1 Throughout this paper, minority refers to racial minority, i.e., that the student identifies as a race other than white.

2 We use county level social capital information from roughly the middle of our sample period (2014). This dataset is available at: https://aese.psu.edu/nercrd/community/social-capital-resources and its construction is described more fully in Rupasingha, A, Goetz, S.J., and Freshwaterm D. (Citation2006).

3 The social capital index is formed by standardizing the cross-county distributions of each of the four items to have zero means and unit standard deviations, and then summing the four standardized items within each county. The values of this standardized index for every student are based on their hometown county using the 2014 index value, the closest to our sample period.

4 In the interest of simplicity, we conduct a simple twofold decomposition. Jann (Citation2008) discusses a three-way decomposition that accounts for cross-group differences in explanatory variables and coefficients that can occur at the same time. Our twofold results are qualitatively similar, so in the interest of simplicity we present two-way decomposition results.

5 Ketcham et al. (Citation2018) find that student “passion” impacts test score.

6 We ran a two-way ANOVA test to examine the impact of gender, minority status and their interaction on the test scores. The F-test shows that both gender and minority status are significant; the interaction is not significant.

7 As a robustness check, we gathered data on first-generation college students, who scored 1.0 points lower on the exam.
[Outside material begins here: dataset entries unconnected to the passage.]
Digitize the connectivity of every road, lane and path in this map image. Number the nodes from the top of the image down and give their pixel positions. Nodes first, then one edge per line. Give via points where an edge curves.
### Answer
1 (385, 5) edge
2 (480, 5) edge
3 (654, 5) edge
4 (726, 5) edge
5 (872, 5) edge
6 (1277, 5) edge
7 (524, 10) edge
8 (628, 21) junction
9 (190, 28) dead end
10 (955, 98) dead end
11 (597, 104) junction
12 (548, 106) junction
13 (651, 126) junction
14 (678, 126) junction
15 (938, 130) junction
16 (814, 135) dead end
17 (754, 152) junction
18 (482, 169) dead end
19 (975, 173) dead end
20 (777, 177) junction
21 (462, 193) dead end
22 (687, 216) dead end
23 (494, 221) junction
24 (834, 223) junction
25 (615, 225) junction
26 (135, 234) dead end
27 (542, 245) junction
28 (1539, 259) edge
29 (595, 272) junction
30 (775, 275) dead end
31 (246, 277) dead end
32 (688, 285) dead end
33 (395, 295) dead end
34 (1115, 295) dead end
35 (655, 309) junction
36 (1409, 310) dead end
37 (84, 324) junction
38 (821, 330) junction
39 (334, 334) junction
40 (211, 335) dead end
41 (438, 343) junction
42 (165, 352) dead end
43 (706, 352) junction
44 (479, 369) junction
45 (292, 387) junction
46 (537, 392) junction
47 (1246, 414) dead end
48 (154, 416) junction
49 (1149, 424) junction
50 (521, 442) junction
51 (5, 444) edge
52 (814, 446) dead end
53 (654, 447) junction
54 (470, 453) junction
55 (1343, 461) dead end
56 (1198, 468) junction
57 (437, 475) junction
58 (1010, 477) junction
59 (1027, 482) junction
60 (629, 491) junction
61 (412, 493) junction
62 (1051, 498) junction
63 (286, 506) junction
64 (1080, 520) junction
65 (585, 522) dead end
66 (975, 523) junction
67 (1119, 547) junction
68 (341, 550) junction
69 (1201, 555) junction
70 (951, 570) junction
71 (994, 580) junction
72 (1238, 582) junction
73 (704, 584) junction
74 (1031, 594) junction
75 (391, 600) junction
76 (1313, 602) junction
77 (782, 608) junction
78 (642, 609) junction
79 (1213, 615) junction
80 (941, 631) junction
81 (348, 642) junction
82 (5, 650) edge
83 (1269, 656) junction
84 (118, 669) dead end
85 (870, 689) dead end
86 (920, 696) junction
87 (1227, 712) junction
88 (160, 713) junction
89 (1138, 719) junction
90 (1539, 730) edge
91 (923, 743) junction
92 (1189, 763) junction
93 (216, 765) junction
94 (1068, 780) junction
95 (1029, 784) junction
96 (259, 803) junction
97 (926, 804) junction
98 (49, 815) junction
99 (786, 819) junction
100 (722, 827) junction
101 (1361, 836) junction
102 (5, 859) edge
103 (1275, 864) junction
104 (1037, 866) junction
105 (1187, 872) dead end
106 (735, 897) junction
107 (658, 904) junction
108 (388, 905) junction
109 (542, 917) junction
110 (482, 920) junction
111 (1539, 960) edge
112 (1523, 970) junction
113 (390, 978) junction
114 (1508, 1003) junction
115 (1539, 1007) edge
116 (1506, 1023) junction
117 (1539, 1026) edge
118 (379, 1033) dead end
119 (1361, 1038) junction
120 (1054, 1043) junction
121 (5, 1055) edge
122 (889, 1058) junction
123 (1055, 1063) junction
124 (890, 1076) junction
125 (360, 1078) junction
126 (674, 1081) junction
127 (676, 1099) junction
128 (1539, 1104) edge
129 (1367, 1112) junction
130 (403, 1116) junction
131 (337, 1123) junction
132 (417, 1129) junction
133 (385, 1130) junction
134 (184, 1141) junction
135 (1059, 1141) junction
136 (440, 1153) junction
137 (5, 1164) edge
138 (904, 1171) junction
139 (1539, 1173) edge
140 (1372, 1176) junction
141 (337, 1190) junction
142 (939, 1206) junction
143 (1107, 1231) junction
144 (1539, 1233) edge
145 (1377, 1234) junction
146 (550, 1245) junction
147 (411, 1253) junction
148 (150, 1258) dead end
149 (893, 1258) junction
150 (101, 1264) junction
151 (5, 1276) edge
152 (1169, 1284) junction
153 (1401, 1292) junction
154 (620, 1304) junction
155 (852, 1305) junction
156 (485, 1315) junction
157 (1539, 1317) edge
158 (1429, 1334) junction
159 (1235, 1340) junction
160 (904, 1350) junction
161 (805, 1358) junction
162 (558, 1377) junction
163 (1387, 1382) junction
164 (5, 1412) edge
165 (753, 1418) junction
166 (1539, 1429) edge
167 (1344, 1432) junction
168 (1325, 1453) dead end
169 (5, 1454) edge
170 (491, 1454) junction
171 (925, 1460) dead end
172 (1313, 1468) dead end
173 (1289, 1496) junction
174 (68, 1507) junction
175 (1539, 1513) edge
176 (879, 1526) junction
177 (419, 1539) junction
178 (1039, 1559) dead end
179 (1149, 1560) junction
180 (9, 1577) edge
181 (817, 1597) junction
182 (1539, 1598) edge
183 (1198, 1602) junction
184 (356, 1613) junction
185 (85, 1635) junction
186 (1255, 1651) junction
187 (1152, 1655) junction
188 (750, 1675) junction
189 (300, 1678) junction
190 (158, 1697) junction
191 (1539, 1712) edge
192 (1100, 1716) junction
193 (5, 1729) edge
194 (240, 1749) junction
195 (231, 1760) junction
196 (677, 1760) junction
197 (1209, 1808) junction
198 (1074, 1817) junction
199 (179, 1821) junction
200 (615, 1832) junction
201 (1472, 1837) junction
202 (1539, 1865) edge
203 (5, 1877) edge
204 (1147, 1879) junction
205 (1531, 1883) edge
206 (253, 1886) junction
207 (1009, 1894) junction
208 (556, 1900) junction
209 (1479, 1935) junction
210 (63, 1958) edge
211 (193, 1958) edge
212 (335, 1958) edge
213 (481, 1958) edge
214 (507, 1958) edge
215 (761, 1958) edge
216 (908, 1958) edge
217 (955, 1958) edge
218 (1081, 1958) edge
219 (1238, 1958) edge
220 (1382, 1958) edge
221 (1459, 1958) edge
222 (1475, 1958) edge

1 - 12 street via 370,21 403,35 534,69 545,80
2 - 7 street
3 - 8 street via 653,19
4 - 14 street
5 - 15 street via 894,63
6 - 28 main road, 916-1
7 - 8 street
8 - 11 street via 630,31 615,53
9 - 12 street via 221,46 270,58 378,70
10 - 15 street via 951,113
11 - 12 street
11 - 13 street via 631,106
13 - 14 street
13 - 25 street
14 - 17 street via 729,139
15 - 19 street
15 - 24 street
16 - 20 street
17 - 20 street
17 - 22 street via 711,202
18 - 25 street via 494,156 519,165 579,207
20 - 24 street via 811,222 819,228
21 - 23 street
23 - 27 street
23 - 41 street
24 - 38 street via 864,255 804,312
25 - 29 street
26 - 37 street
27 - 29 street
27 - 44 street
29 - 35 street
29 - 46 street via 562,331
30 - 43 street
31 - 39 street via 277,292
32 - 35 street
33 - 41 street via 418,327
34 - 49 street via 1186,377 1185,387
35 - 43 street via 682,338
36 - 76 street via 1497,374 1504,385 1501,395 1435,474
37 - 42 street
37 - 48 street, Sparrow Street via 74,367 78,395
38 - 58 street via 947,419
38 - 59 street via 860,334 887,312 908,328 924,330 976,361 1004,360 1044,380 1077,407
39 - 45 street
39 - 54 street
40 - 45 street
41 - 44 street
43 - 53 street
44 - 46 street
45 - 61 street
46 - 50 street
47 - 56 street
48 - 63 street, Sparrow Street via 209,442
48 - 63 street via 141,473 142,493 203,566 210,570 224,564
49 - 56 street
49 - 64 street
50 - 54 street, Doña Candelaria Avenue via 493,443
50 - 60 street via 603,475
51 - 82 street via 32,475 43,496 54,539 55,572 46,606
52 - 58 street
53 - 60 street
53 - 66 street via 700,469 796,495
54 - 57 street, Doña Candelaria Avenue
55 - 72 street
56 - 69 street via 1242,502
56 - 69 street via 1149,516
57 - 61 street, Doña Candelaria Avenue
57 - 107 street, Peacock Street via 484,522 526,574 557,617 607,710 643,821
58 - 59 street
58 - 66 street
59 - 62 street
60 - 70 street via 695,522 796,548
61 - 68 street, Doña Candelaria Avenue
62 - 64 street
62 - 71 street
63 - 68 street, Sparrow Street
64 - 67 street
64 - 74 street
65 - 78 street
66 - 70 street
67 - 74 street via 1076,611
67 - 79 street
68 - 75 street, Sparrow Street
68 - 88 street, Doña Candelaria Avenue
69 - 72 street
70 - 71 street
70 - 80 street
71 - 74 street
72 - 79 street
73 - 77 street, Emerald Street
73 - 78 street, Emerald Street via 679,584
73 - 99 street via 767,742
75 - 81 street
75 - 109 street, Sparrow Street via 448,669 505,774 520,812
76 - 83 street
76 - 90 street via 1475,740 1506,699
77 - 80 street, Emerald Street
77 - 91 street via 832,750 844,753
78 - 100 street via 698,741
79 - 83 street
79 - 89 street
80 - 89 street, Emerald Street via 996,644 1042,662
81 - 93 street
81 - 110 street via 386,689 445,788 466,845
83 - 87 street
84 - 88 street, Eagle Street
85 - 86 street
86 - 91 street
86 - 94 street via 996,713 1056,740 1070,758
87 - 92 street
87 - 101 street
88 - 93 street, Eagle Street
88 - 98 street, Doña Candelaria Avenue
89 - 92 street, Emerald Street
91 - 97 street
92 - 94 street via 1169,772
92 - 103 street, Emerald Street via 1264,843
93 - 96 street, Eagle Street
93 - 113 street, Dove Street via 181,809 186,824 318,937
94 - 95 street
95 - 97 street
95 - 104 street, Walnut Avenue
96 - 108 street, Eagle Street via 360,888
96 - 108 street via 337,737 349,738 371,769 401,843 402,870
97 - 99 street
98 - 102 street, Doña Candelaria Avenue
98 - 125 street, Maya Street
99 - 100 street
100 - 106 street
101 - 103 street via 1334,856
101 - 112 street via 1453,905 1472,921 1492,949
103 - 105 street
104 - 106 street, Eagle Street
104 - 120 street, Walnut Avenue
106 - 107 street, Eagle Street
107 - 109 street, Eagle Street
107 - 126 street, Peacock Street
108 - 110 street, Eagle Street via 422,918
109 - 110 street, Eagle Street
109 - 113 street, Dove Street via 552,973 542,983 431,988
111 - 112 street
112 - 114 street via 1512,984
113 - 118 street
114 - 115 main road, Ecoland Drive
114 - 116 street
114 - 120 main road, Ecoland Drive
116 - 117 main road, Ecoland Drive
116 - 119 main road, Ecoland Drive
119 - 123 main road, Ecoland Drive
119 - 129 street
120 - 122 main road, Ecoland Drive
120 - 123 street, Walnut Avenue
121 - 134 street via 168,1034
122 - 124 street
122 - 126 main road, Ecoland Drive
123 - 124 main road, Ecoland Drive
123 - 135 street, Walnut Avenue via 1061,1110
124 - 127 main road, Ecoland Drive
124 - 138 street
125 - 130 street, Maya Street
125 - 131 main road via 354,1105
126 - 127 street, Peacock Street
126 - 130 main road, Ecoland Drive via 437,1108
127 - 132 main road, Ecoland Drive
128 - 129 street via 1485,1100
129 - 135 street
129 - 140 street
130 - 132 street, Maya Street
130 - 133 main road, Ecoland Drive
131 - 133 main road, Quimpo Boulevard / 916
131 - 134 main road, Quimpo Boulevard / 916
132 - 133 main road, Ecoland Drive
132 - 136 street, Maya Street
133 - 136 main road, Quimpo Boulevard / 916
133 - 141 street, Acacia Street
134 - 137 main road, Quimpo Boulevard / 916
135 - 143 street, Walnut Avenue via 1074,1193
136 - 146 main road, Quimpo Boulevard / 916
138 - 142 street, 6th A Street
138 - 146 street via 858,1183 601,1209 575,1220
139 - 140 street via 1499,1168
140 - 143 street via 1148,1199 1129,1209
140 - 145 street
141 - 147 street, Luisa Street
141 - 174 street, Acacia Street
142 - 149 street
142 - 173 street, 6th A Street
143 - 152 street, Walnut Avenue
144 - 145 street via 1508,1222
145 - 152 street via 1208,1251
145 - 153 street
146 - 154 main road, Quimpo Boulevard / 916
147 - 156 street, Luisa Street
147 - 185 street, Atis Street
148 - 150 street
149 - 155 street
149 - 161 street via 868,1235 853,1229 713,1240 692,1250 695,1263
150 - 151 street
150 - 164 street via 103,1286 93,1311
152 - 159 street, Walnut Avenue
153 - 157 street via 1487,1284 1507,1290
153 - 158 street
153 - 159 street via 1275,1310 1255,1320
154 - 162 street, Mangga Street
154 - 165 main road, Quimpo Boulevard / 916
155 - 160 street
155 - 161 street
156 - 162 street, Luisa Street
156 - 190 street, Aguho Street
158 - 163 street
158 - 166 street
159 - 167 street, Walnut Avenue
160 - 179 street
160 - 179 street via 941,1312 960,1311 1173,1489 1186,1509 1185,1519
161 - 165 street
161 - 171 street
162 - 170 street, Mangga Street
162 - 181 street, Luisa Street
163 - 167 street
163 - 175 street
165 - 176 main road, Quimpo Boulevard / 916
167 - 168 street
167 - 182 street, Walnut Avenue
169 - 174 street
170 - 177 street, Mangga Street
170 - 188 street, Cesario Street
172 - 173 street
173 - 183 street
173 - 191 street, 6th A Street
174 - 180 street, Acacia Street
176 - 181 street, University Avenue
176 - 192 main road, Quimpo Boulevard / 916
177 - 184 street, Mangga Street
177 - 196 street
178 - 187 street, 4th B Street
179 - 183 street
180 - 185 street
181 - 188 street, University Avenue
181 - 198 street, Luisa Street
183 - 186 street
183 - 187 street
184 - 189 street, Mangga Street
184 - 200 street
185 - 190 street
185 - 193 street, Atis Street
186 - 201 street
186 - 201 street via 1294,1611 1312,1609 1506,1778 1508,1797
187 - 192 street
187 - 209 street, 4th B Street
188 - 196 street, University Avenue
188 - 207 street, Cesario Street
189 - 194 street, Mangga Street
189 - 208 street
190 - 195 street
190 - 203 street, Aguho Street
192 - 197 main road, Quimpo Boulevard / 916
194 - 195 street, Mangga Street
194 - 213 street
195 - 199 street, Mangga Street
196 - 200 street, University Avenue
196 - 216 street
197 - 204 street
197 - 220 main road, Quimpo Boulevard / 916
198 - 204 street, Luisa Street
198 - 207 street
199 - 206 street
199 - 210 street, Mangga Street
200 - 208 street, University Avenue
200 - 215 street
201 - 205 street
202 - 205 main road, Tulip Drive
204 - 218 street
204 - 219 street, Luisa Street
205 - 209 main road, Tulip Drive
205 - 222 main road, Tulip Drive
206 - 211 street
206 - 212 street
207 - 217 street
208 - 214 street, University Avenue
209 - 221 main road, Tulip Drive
The difference was not statistically significant. When adding a first-generation indicator variable to the model, the results did not change (the indicator variable is insignificant). We included a control variable of the average income in the student’s hometown zip code, and that variable was not significant.

8 We conduct a decomposition to compute the individual contributions of the predictors to the components of the decomposition. This detailed decomposition finds that SAT- Math score explain .923 of the differential, while SAT verbal scores explain 1.53. Thus, SAT score alone explain (.923 + 1.54/3.87) 63% of the test score differentials.